Look over the data below and give the number of lines containing the word "name", with no other words.

====== Excerpted data

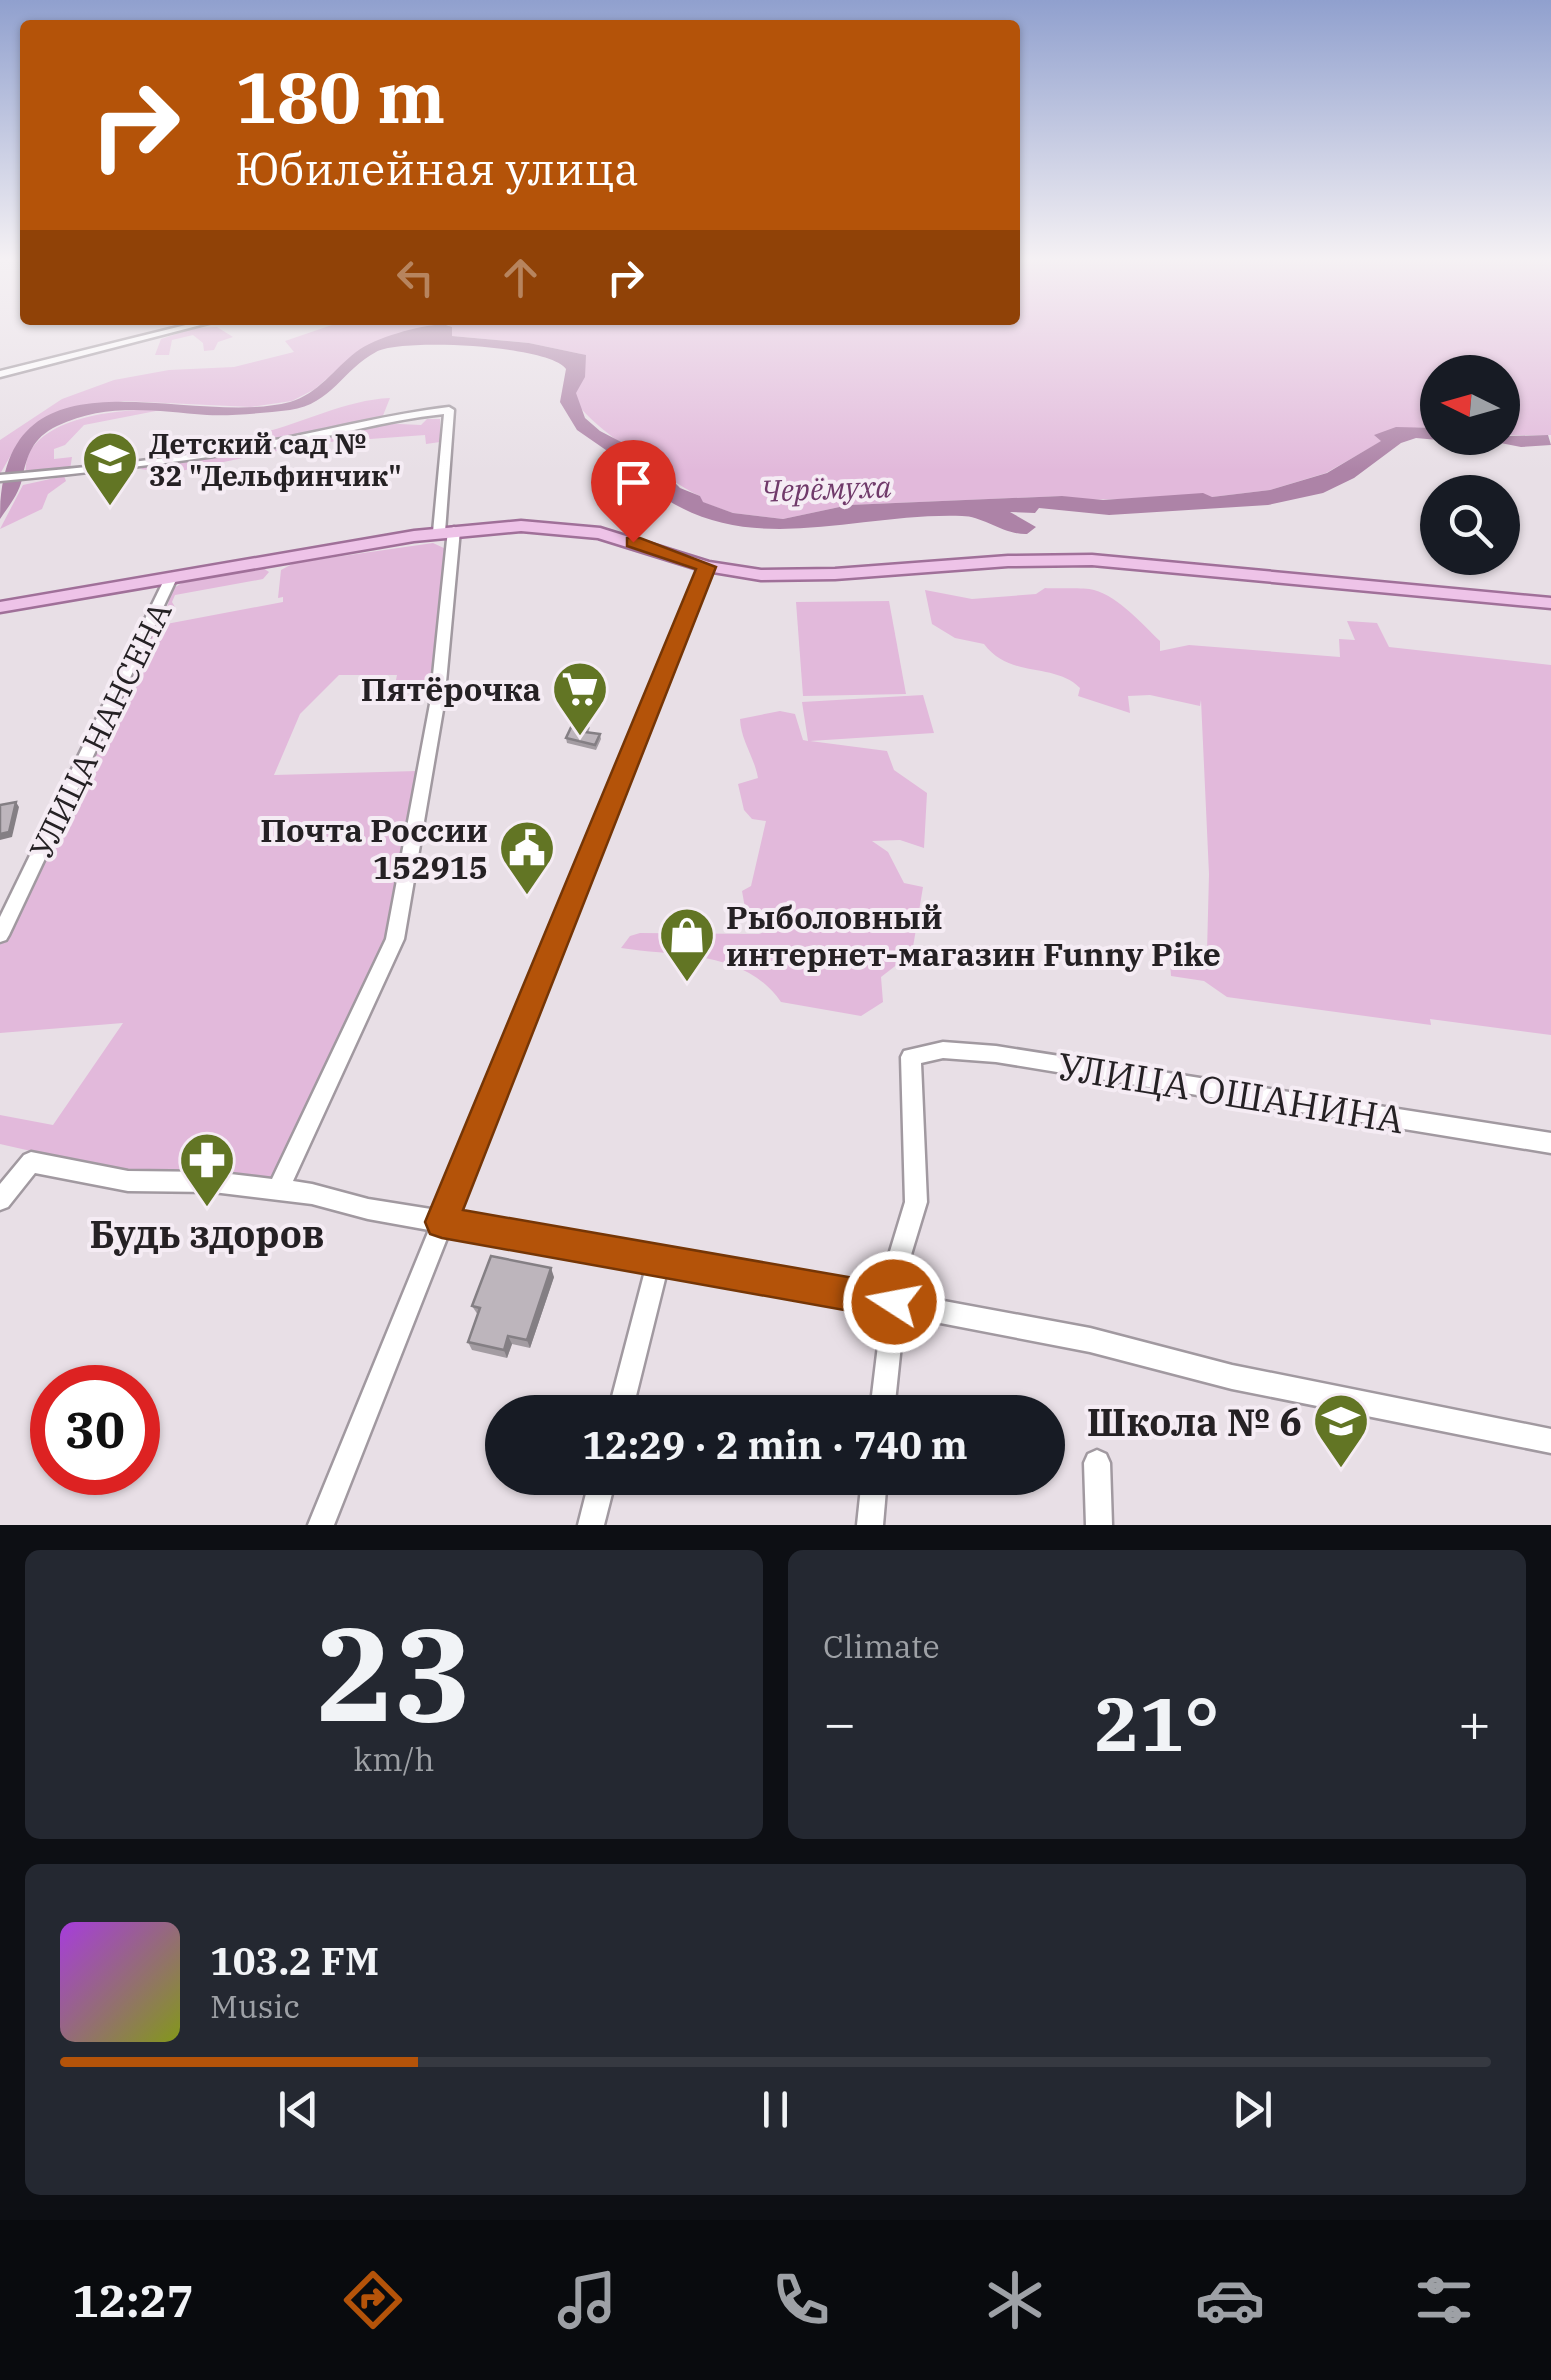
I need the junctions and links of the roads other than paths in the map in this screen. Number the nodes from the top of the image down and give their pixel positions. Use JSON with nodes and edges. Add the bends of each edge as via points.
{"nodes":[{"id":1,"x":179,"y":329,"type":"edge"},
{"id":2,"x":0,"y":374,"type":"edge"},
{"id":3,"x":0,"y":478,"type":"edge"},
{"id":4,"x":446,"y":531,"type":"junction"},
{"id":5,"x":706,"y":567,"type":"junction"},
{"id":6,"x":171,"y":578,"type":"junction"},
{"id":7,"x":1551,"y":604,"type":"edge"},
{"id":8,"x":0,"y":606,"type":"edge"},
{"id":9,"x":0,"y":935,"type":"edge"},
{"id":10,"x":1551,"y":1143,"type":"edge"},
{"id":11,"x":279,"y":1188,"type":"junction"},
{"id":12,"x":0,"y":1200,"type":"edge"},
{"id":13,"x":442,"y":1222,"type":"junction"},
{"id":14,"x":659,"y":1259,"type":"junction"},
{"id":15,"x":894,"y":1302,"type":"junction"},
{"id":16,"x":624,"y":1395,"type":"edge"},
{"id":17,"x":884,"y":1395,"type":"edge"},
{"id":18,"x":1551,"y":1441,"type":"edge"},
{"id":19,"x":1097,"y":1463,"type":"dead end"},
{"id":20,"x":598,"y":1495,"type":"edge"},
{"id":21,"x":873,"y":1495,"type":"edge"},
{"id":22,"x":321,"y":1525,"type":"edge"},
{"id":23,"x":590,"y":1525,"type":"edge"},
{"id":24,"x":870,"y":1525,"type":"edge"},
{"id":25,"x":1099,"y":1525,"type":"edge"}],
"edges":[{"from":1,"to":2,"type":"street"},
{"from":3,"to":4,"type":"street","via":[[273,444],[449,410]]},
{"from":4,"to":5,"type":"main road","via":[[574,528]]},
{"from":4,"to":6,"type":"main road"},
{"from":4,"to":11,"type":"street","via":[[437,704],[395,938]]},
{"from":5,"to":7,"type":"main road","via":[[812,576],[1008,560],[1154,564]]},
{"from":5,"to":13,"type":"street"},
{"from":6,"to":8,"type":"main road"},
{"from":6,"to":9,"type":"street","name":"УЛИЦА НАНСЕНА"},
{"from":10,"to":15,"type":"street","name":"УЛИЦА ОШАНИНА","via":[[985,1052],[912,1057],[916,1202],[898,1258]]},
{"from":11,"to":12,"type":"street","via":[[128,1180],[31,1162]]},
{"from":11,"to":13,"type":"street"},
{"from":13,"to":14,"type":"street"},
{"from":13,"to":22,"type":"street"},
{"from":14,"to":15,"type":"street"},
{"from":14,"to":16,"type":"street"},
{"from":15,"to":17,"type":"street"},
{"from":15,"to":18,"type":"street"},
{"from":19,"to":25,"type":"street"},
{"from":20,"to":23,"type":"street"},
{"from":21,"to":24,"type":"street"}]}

============

• **Exercise response**
2